German Writers and Race: Karl May and His Legacy
Monday, October 5, 2020
12-1:30 pm Eastern Time (US) / 6-7:30 pm German time
Zoom Webinar
You can watch a recording of the complete event by clicking the button above.
About the Event
The teacher turned con man turned best-selling author Karl May (1842-1912) is one of the most widely read German-language authors, with hundreds of millions of copies of his works in circulation. Particularly popular are his travel and adventure novels set in the American West featuring Apache Winnetou and white German Old Shatterhand, which have inspired hobbyist groups, theater festivals, and westerns on the both sides of the Iron Curtain, as well as a recent big-budget television adaptation (RTL, 2016).
The enduring popularity of Karl May—and the persistence of the static images of Indigenous life in the Americas he propagated—are topics that have long interested readers, scholars, journalists and activists. Panelists will discuss Karl May and his legacy through the lenses of decolonization and race, including how the Winnetou books and film adaptations center depictions of whiteness and erase narratives of Indigenous resistance, survival and sovereignty, their impact on the representation of Indigenous American cultures in museums, festivals, and hobbyist circles, and the intertwined German and American legacies of migration, colonization, and racism.
About the Speakers
Maureen Gallagher is a Lecturer in German Studies at Australian National University. She holds an MA from the University of Nebraska and a PhD in German Studies from the University of Massachusetts Amherst. Her research interests in German Studies are in the areas of gender studies, critical race theory and critical whiteness studies, and postcolonialism and decolonization. Recent publications have focused on inclusive and decolonial pedagogy, race and gender in German colonial literature, and First World War literature, and she is currently working on a book manuscript on whiteness in Wilhelmine German youth literature and culture based on her dissertation, which was awarded the 2016 Women in German dissertation prize. She is also on the authoring team of the online, open access German curriculum Grenzenlos Deutsch, which has been supported by a grant from the National Endowment for the Humanities.

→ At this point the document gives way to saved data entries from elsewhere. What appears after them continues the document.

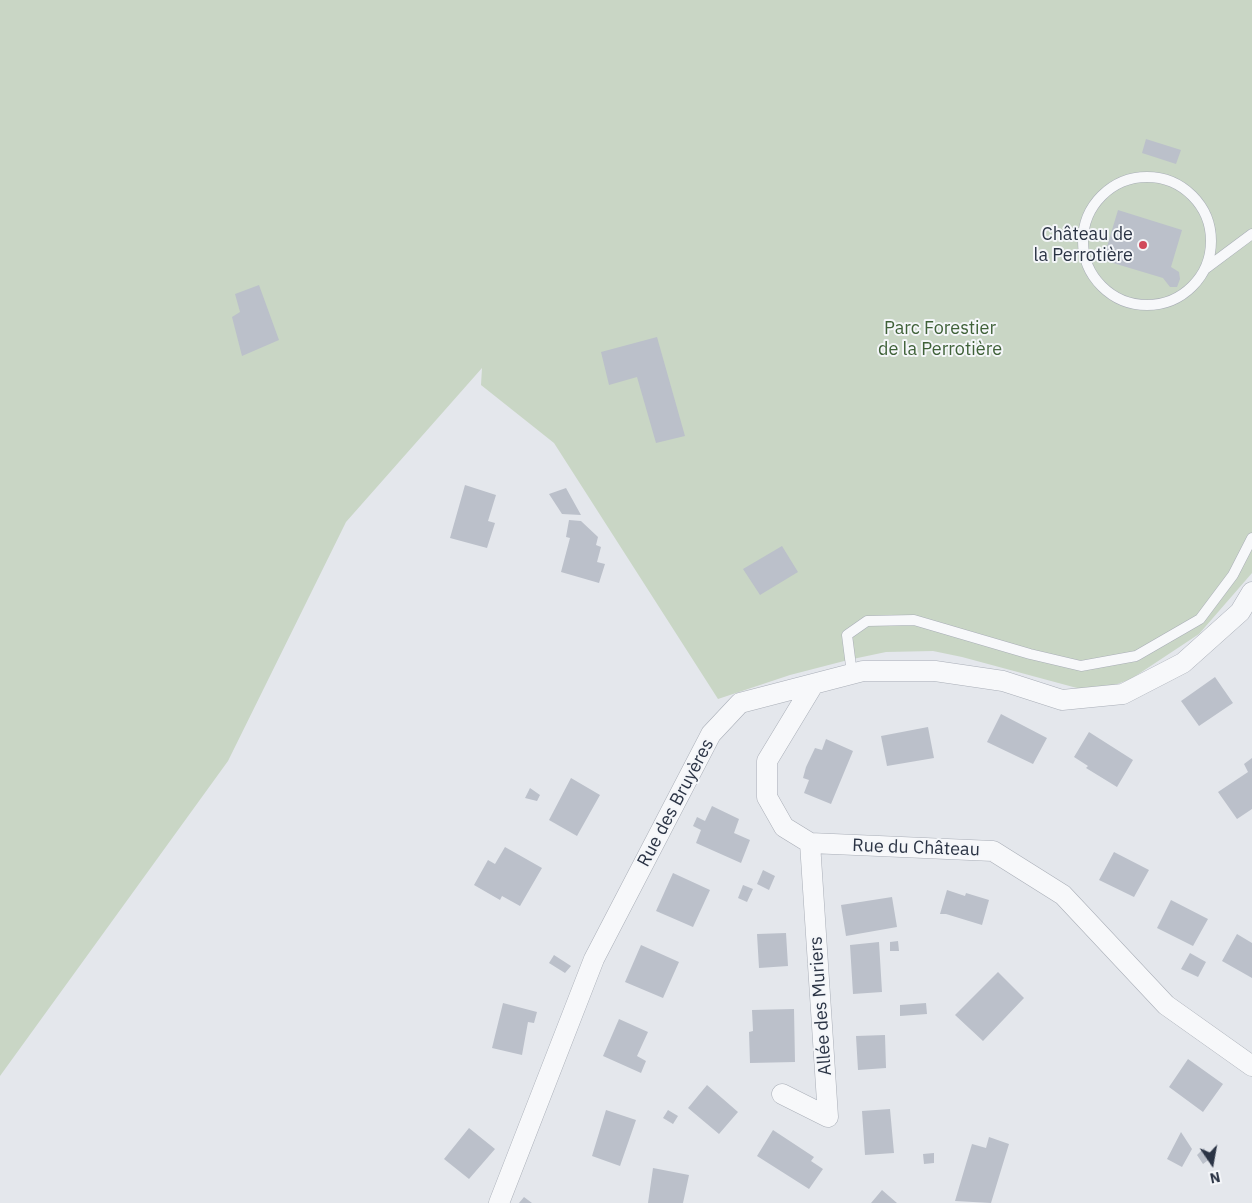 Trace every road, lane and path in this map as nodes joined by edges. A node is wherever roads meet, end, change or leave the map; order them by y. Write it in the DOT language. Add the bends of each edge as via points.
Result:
graph roads {
  1 [pos="1252,234"];
  2 [pos="1205,269"];
  3 [pos="1252,538"];
  4 [pos="1252,592"];
  5 [pos="852,674"];
  6 [pos="813,686"];
  7 [pos="810,843"];
  8 [pos="1252,1066"];
  9 [pos="782,1094"];
  10 [pos="499,1203"];
  1 -- 2 [label="lane"];
  2 -- 2 [label="lane" via="1193,286 1176,298 1156,304 1135,304 1116,297 1088,266 1083,246 1085,225 1093,206 1126,180 1148,177 1169,180 1188,191 1208,220 1211,248"];
  3 -- 5 [label="lane" via="1233,575 1200,619 1136,656 1081,666 914,620 867,621 847,635"];
  4 -- 5 [label="street, Rue des Bruyères" via="1240,612 1183,663 1123,694 1062,700 1003,681 935,671 863,671"];
  5 -- 6 [label="street, Rue des Bruyères"];
  6 -- 7 [label="street, Rue du Château" via="767,761 767,798 784,827"];
  6 -- 10 [label="street, Rue des Bruyères" via="740,703 711,734 594,959"];
  7 -- 8 [label="street, Rue du Château" via="993,851 1063,895 1166,1005"];
  7 -- 9 [label="street, Allée des Muriers" via="828,1117"];
} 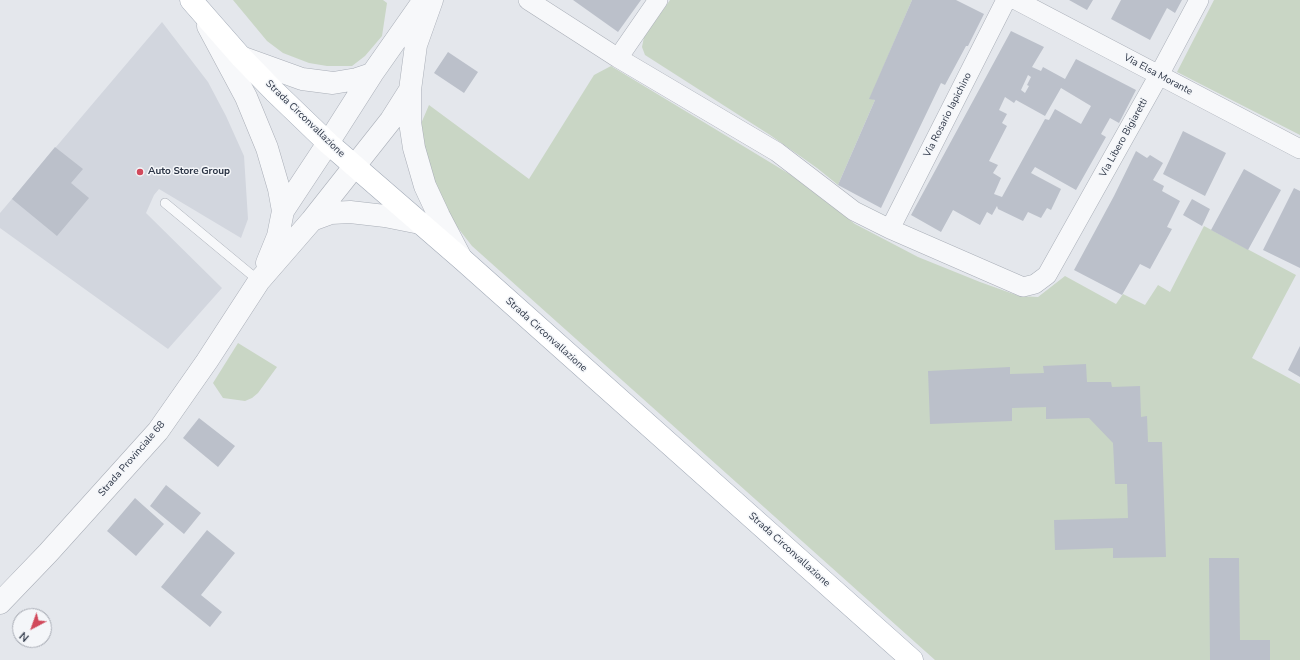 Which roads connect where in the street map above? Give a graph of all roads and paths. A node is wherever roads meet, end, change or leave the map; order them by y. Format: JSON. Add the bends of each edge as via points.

Lisa King is Associate Professor of Rhetoric, Writing, and Linguistics in the Department of English at the University of Tennessee, Knoxville. Her research and teaching interests are interdisciplinary, and include cultural rhetorics with an emphasis in contemporary Native American and Indigenous rhetorics. More specifically, her focus rests on the rhetorics of cross-cultural sites such as Indigenous museums and cultural centers, and theorizing cross-cultural pedagogy through the teaching of Indigenous texts in rhetoric and composition classrooms. She is the co-editor of Survivance, Sovereignty, and Story: Teaching American Indian Rhetorics (2015), and author of Legible Sovereignties: Rhetoric, Representations, and Native American Museums (2017).